Steinfeld’s brow furrowed. “Yes and no. I got through—but it was close this time. No one actually fired on us. But they would have if they’d picked up on us sooner. Sometimes I feel like asking Witcher’s pilots not to tell me if we’re tracked. I’d rather not know if I’m about to be shot out of the air…”
“You bring anyone else through?”
“A few people. We can’t get more than a handful out at any one time… and it’s a risk with just the handful. I won’t be taking many more of these trips…” He grimaced and changed the subject. “That’s a silk suit, isn’t it? It’s a little hard to tell in these lights, but I think it’s blue ?”
“It is. Dark blue silk.” Purchase signaled for a drink. When the puffy-eyed waitress arrived, yawning, rubbing her temples, he said, “I want something big and glittery in an enormous glass. You choose. Something sweet. Sweet as whoever it was kept you up so late last night.”
She almost smiled. “Something with a plastic mermaid? A little paper umbrella?”
“Both the umbrella and the mermaid are absolute necessities.”

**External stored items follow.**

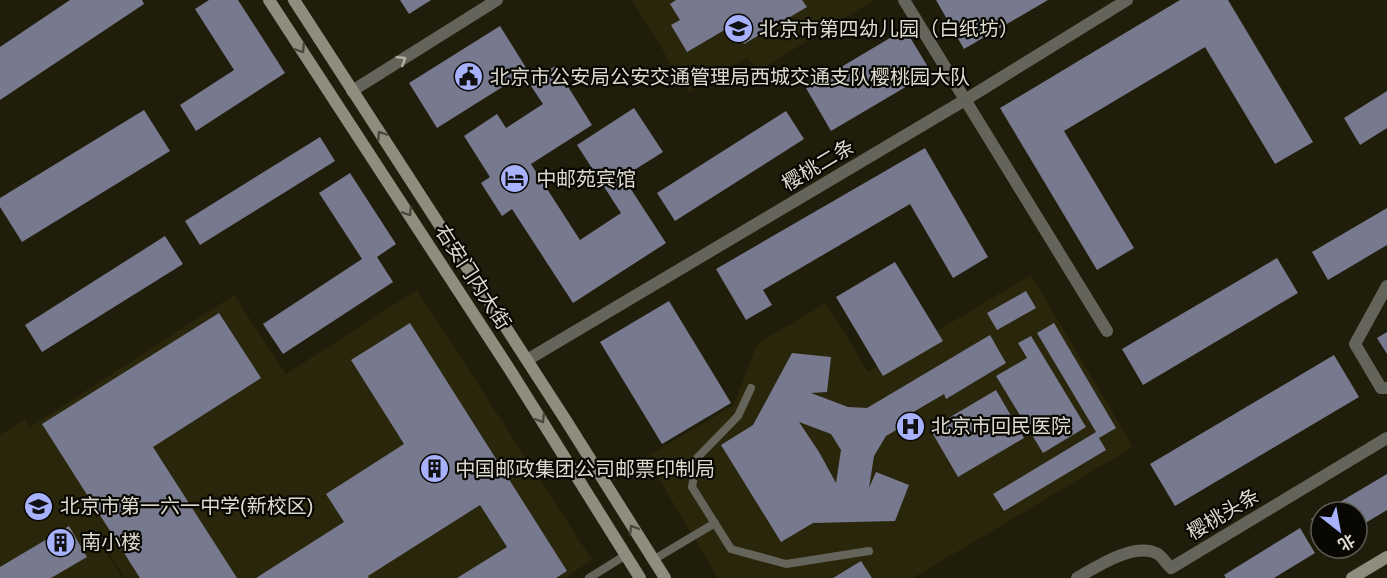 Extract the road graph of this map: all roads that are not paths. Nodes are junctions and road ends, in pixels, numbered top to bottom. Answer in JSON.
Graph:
{"nodes":[{"id":1,"x":269,"y":0,"type":"edge"},
{"id":2,"x":294,"y":0,"type":"edge"},
{"id":3,"x":497,"y":0,"type":"edge"},
{"id":4,"x":904,"y":0,"type":"edge"},
{"id":5,"x":1127,"y":0,"type":"edge"},
{"id":6,"x":352,"y":91,"type":"junction"},
{"id":7,"x":965,"y":100,"type":"junction"},
{"id":8,"x":336,"y":102,"type":"junction"},
{"id":9,"x":1387,"y":286,"type":"edge"},
{"id":10,"x":1107,"y":331,"type":"dead end"},
{"id":11,"x":527,"y":360,"type":"junction"},
{"id":12,"x":510,"y":370,"type":"junction"},
{"id":13,"x":751,"y":388,"type":"dead end"},
{"id":14,"x":1387,"y":388,"type":"edge"},
{"id":15,"x":1387,"y":438,"type":"edge"},
{"id":16,"x":715,"y":523,"type":"junction"},
{"id":17,"x":869,"y":551,"type":"dead end"},
{"id":18,"x":626,"y":555,"type":"junction"},
{"id":19,"x":1387,"y":557,"type":"edge"},
{"id":20,"x":653,"y":560,"type":"junction"},
{"id":21,"x":1174,"y":573,"type":"edge"},
{"id":22,"x":589,"y":578,"type":"edge"},
{"id":23,"x":640,"y":578,"type":"edge"},
{"id":24,"x":665,"y":578,"type":"edge"},
{"id":25,"x":1077,"y":578,"type":"edge"},
{"id":26,"x":1352,"y":578,"type":"edge"}],
"edges":[{"from":1,"to":8,"type":"main road","name":"右安门内大街","one_way":true},
{"from":2,"to":6,"type":"main road","name":"右安门内大街"},
{"from":6,"to":3,"type":"street","one_way":true},
{"from":4,"to":7,"type":"street"},
{"from":5,"to":7,"type":"street","name":"樱桃二条"},
{"from":6,"to":8,"type":"main road"},
{"from":11,"to":6,"type":"main road","name":"右安门内大街","one_way":true},
{"from":7,"to":10,"type":"street"},
{"from":7,"to":11,"type":"street","name":"樱桃二条"},
{"from":8,"to":12,"type":"main road","name":"右安门内大街","one_way":true},
{"from":9,"to":14,"type":"street"},
{"from":11,"to":12,"type":"main road"},
{"from":20,"to":11,"type":"main road","name":"右安门内大街","one_way":true},
{"from":12,"to":18,"type":"main road","name":"右安门内大街","one_way":true},
{"from":13,"to":16,"type":"lane"},
{"from":15,"to":21,"type":"street","name":"樱桃头条"},
{"from":16,"to":17,"type":"lane"},
{"from":16,"to":20,"type":"lane"},
{"from":18,"to":22,"type":"lane"},
{"from":18,"to":23,"type":"main road","name":"右安门内大街"},
{"from":19,"to":26,"type":"main road"},
{"from":20,"to":24,"type":"main road","name":"右安门内大街"},
{"from":21,"to":25,"type":"street","name":"樱桃头条"}]} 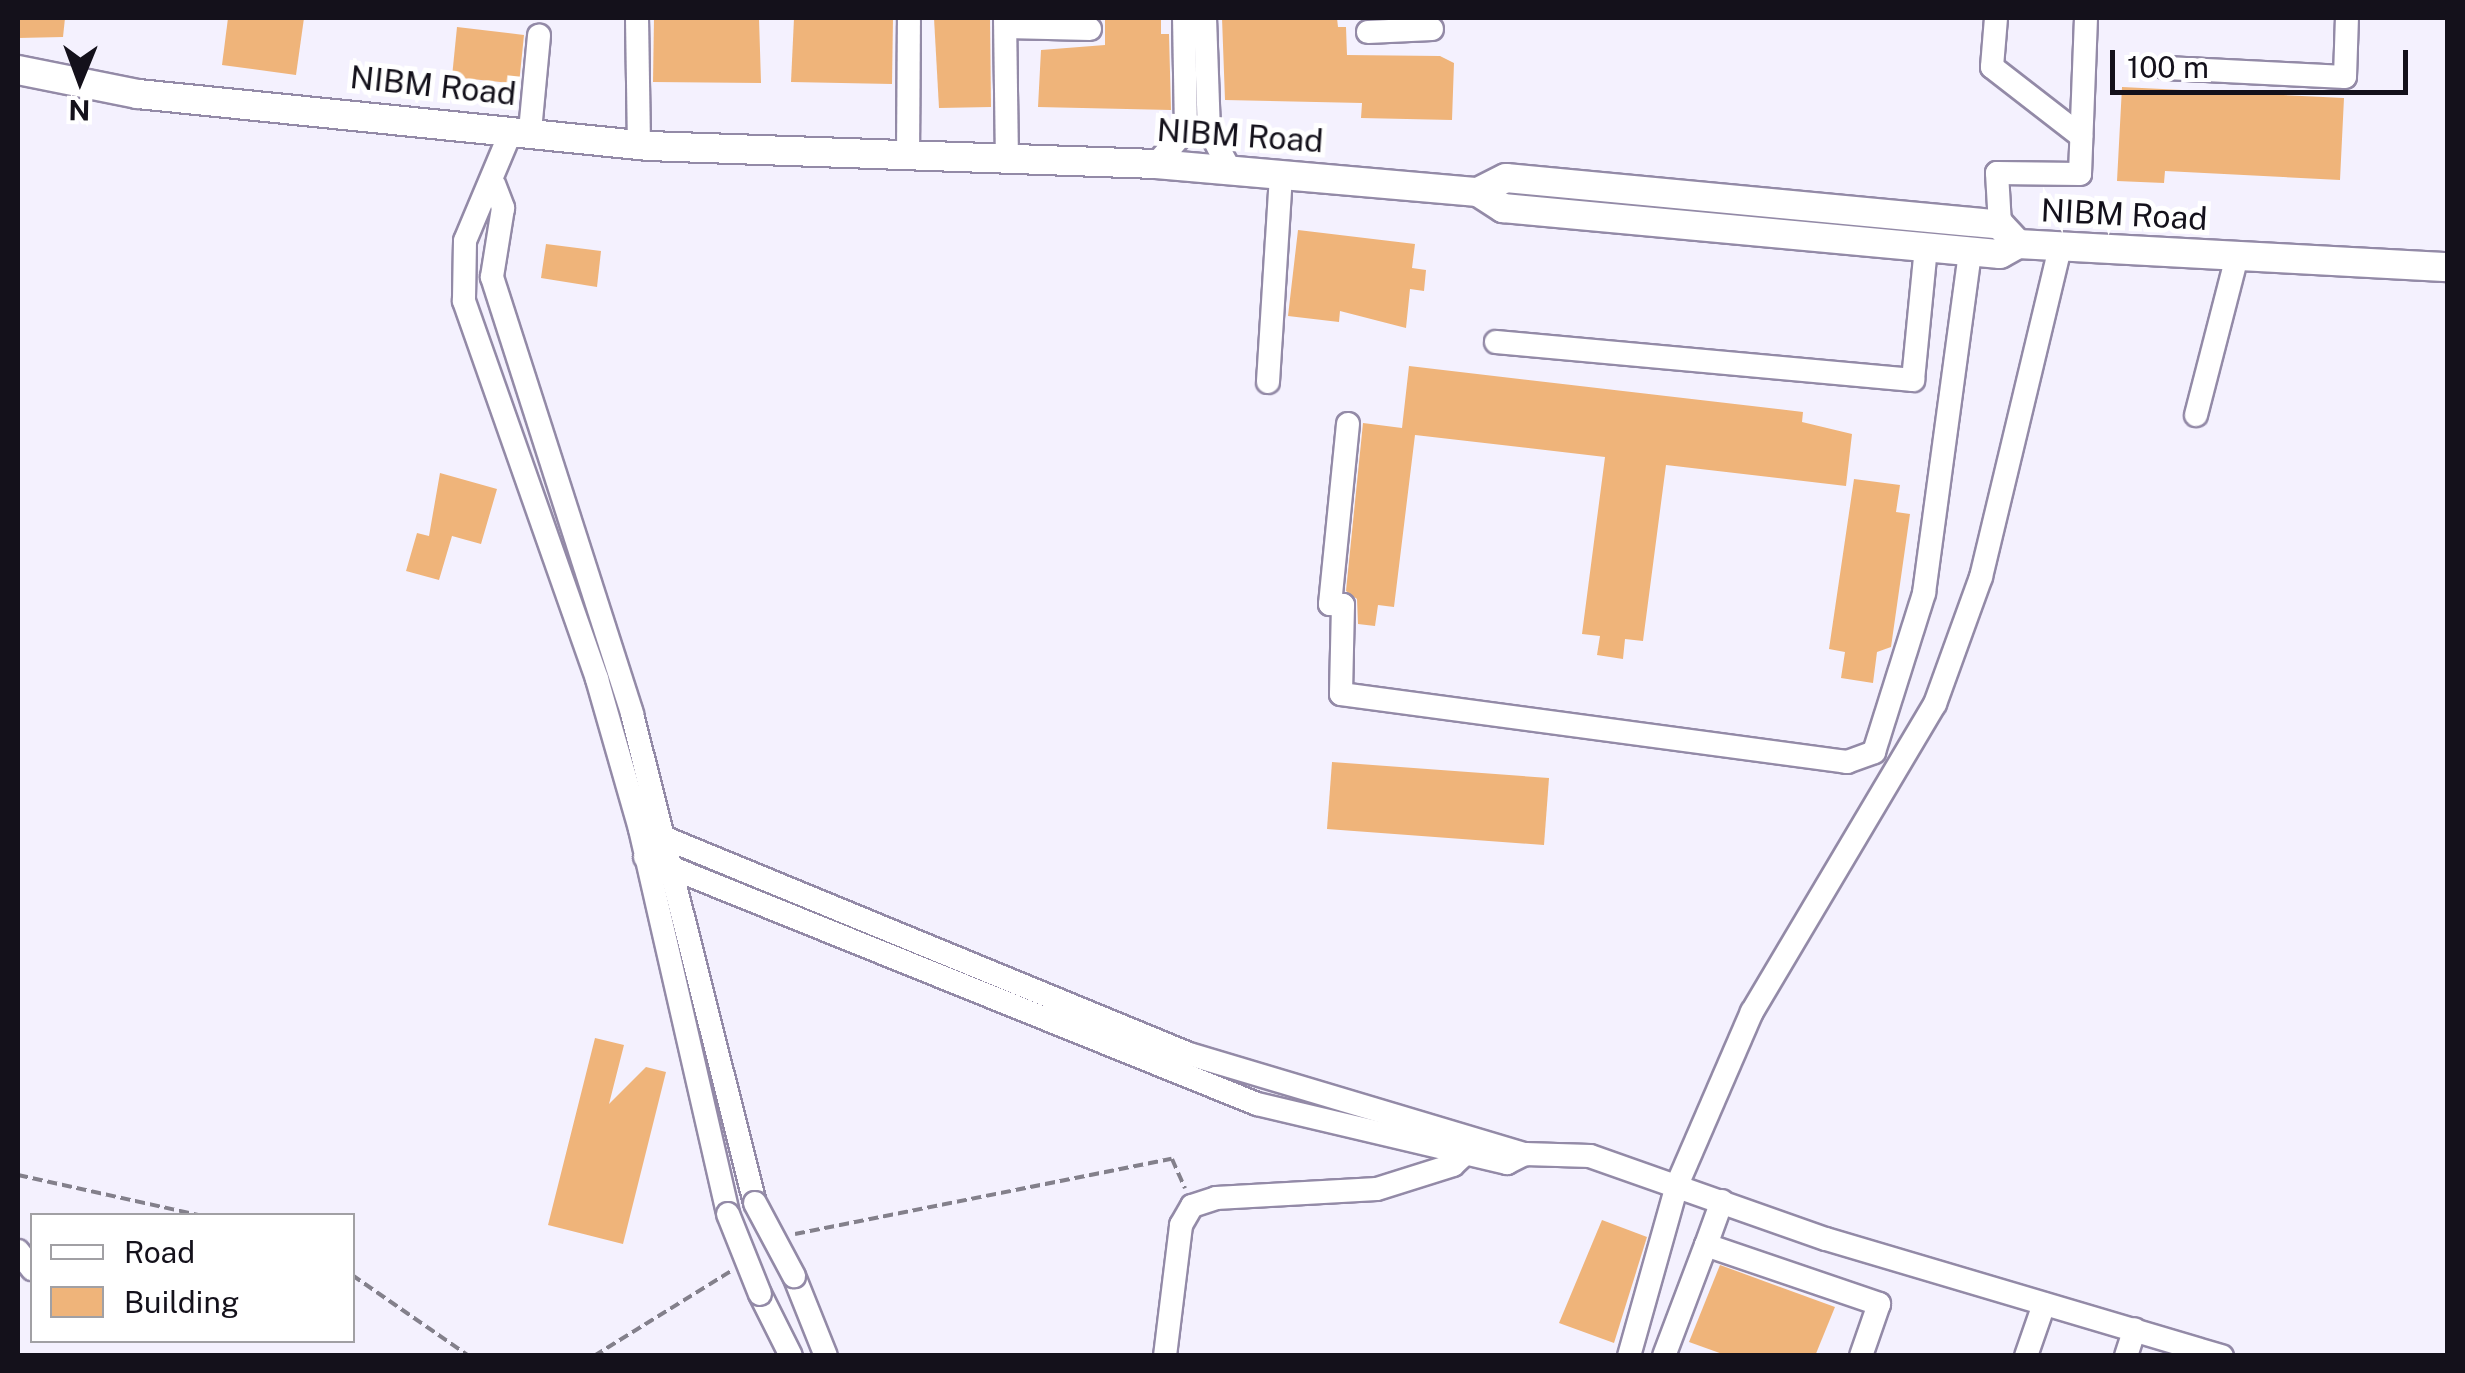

“I’ll have a scotch, please,” Steinfeld said. “On the rocks.” They watched her walk away. She was wearing a gown that picked up wifi signals at random as the signals passed through the room and reproduced Web imagery down the svelte length of her. Collaged faces, mostly fashion models and breakfast-cereal-kids, rippled across her ass and the back of her thighs.
The bar was at the edge of a disco. Minimono droned and thudded on the dance floor. Lights whirled like UFOs landing in an old movie Steinfeld had seen as a boy.
They had to lean over the transparent plastic table to talk, but they’d picked the booth to discourage bugging.
The lights tinted Purchase’s face, changing his color as if some expressionist painter were experimenting with his portrait. He was pinkish red dappled with blue when he asked, “How’d Stisky take to training?”
“A fish to water. The more rigorous the better. Well, he was a priest, once, after all… Does he have a name yet?”
“John Swenson. The cover had a good foundation: there was a John Swenson born the same year as Stisky. Died five years later. Looked a lot like Stisky did as a kid. His death went unregistered in his hometown—died in a boating accident with his parents on vacation, they all drowned. Death registered in Florida but never entered in computer records. We’ve put all the rest together. Worked up a set of false memories for mem-plantation… I think we’ve got some likelies, to take the implants…”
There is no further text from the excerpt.